ArmA is set on the fictional island of Sahrani. The island is divided between two nations – a totalitarian dictatorship in the north and a monarchy aligned with the West in the south. As part of a small US military garrison assigned to the island, you find yourself in the thick of things when the north invades the south in an attempt to take control over the entire island. You fill a variety of roles – rifleman, tank jockey, helicopter and A-10 pilot, to name a few – as you help the south fight to retain its freedom.

Like Operation Flashpoint before it, the most impressive aspect of ArmA is its scale. The game models the entire island of Sahrani to scale – all 250 square miles of it. If you so desired you could spend the entire day walking from one end of the island to the other, taking in the island’s sights such as its cities, mountain ranges, and beaches. ArmA is not quite as pretty as other military shooters, but it’s easy to cut it some slack when you see how much territory it’s rendering. You can climb a hilltop, look down at a town in the valley below, and see soldiers and vehicles moving around its streets. If you decide to enter the town you don’t have to follow a specific path laid out for you by a level designer, you can enter it from any street or alleyway you like. The sheer scope of the game becomes even more apparent when you take to the air and look down on several towns at once or see the coastline stretch to the horizon.

As for the gameplay itself, ArmA is far more of a military sim than it is a typical first-person shooter. Often times your first encounter with the enemy will be when a bullet comes out of nowhere and strikes you dead. ArmA is a hard game and it’s difficult to play it for long without getting frustrated, even if you know what you’re getting into before playing it. The first time I played the game my entire squad was shot dead within the first two minutes of play and I never saw where the gunfire came from. The next time I played the mission I never saw the enemy or fired a shot. I ran around listening to the radio chatter, saw a few dead bodies in the streets, and then made my way to the extraction point when the call was put out to do so. I suppose all of this is similar to what you’d encounter in a real war, but this is a game and as such a lot of people will be turned off by some of the things they’ll experience right off the bat in the opening missions.

The game’s campaign offers up optional side missions that can have an effect on the difficulty of the main missions. For example, you could strike an enemy camp behind lines to reduce the number of troops you’ll face in the primary mission. This is a pretty cool concept, but the side missions make the regular ones feel like a Sunday stroll in the park. The difficulty of the side missions becomes apparent pretty early in the game, as one of the first ones sends you alone behind enemy lines to strike some armor parked at a camp. You’re alone, there are sentries everywhere, and if you manage to blow up the first tank you’ll find enemy soldiers swarming all over you in no time.

 

Ironically, the game is pretty difficult even though the AI is pretty suspect. On the few occasions when you’ll get the drop on the enemy you’ll see that things aren’t quite right. Enemies will drop to the ground when you open fire, but a few minutes later will inexplicably get up and start moving around in the open. Some enemies will realize that they’re under fire and move to flank you, but just as often you’ll see some milling about completely ignoring the fact that their comrade a few feet away is eating a lead sandwich. By far the enemy’s biggest advantage over you in the game is that they will almost always spot you first and from quite a distance. Once you’re spotted you’re as good as dead because they are deadly accurate with their weapons.

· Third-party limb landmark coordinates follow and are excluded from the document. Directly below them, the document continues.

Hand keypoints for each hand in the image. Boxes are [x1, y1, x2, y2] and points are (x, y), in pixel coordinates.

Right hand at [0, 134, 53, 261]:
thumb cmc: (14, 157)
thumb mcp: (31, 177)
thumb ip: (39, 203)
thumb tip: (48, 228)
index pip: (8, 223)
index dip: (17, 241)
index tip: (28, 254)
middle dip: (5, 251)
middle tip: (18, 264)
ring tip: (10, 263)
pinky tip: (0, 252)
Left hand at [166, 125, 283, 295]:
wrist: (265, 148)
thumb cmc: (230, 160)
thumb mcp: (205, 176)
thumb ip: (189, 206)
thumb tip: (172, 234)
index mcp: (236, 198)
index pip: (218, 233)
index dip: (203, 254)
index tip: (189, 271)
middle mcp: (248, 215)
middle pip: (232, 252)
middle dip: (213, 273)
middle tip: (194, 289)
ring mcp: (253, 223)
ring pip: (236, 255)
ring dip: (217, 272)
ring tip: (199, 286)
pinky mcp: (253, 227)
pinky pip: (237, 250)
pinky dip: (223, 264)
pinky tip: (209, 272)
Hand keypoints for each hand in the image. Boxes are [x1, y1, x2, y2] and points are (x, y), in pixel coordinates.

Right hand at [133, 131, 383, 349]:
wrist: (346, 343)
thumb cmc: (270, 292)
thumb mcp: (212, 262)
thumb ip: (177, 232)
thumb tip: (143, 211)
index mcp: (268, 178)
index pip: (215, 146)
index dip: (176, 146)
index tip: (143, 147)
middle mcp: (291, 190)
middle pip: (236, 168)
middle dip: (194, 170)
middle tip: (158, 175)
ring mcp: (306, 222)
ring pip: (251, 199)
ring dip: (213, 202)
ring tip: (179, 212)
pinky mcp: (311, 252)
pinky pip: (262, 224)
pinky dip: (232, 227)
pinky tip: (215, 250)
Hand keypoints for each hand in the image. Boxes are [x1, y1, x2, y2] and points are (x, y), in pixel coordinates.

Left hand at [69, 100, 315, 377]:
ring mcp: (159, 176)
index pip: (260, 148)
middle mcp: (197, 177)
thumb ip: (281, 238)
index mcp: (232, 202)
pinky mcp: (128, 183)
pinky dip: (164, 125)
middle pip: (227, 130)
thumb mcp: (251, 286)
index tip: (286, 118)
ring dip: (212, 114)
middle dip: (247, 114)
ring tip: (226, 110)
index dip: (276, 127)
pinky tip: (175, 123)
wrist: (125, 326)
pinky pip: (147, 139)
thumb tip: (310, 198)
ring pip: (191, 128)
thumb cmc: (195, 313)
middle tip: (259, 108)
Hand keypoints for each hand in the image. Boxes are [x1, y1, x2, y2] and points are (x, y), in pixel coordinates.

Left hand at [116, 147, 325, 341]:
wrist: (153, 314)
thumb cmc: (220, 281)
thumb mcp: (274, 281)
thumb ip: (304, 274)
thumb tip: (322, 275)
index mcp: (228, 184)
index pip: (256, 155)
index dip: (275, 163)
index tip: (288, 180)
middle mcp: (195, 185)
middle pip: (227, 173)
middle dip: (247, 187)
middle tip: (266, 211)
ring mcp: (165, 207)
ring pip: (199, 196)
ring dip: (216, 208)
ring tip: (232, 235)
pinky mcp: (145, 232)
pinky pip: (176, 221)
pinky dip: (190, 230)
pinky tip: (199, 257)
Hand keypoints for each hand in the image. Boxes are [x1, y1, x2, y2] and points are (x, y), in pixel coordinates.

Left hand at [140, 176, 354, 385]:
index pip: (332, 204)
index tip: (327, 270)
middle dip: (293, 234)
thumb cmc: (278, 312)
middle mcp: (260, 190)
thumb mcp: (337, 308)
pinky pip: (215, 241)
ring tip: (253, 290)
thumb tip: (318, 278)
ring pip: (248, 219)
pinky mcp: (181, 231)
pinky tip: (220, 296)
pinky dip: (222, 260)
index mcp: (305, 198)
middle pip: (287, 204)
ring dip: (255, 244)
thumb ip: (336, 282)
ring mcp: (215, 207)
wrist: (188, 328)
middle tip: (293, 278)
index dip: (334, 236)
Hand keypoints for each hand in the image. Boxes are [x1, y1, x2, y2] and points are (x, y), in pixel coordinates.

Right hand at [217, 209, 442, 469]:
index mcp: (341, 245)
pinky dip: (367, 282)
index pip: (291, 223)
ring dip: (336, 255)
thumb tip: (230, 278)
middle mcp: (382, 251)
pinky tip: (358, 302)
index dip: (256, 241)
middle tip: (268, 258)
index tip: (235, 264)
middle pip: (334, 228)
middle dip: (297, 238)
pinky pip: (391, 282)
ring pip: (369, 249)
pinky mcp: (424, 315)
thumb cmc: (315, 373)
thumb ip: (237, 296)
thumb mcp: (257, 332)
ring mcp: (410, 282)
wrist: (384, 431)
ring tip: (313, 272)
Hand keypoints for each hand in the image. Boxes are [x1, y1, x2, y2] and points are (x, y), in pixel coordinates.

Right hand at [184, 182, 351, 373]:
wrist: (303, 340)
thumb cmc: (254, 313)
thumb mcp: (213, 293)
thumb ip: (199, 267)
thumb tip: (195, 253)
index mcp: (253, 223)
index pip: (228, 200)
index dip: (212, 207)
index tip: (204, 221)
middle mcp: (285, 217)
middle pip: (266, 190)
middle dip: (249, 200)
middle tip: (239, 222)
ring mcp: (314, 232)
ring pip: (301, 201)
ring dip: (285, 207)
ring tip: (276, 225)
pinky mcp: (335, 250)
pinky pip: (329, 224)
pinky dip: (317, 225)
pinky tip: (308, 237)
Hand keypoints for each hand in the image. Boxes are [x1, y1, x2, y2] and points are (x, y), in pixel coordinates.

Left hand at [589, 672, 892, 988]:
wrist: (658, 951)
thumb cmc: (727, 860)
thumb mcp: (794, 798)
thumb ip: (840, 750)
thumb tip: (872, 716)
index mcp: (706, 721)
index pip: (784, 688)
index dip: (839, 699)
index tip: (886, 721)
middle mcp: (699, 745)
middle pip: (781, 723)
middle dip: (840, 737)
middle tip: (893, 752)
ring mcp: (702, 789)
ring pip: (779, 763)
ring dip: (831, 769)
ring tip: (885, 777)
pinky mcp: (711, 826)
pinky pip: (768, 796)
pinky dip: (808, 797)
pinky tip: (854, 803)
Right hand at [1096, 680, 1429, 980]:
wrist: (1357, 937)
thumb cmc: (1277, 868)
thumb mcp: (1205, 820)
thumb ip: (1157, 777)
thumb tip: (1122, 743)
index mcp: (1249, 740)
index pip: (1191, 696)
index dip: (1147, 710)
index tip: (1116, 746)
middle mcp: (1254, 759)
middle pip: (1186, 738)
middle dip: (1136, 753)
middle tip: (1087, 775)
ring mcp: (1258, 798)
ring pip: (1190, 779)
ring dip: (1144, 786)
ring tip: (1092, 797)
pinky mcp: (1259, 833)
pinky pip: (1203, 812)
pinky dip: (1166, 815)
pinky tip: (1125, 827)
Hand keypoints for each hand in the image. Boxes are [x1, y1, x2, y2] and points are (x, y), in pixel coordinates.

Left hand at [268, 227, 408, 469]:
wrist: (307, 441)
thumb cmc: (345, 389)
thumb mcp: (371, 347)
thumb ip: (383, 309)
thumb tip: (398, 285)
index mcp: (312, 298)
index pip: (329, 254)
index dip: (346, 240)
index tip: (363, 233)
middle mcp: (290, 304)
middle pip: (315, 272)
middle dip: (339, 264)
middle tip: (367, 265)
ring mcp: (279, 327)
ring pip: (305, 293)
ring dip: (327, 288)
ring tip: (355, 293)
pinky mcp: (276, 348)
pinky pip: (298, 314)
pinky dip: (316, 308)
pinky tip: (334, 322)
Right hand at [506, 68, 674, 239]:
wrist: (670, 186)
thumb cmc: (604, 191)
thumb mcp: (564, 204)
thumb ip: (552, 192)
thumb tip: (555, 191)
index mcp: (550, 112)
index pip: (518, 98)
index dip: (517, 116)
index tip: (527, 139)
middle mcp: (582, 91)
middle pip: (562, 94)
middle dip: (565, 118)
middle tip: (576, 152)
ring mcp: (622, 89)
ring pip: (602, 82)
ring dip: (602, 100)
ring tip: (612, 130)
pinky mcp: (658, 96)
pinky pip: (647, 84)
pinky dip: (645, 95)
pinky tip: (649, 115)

If your tolerance for frustration is sapped by the game’s campaign, you can switch to online multiplayer games. You can play cooperatively with other players against a computer-controlled army or go after each other in a competitive game. When you’re online the game is easier to play because you’re on even footing with the other players and don’t have to worry so much about being blindsided by a single bullet from 300 yards away. I was always able to find plenty of servers online, although sometimes it seemed that there were more people playing the multiplayer demo than the full game.

ArmA will appeal to a small group of gamers primarily consisting of Operation Flashpoint fans and those looking for a realistic military experience. The campaign and its missions are well-designed in that they capture the feeling that you’re a part of a large and dynamic conflict – they just also happen to be brutally difficult to complete. If you regularly complain that the Ghost Recon and Rainbow Six games are far too unrealistic, then you probably want to check out ArmA. Everyone else will probably want to save themselves from all of the teeth-gnashing and hair-pulling this game inspires.

In The End, This Game Hath Been Rated: 70%. ArmA is probably “too real”, and too frustrating, for most FPS gamers.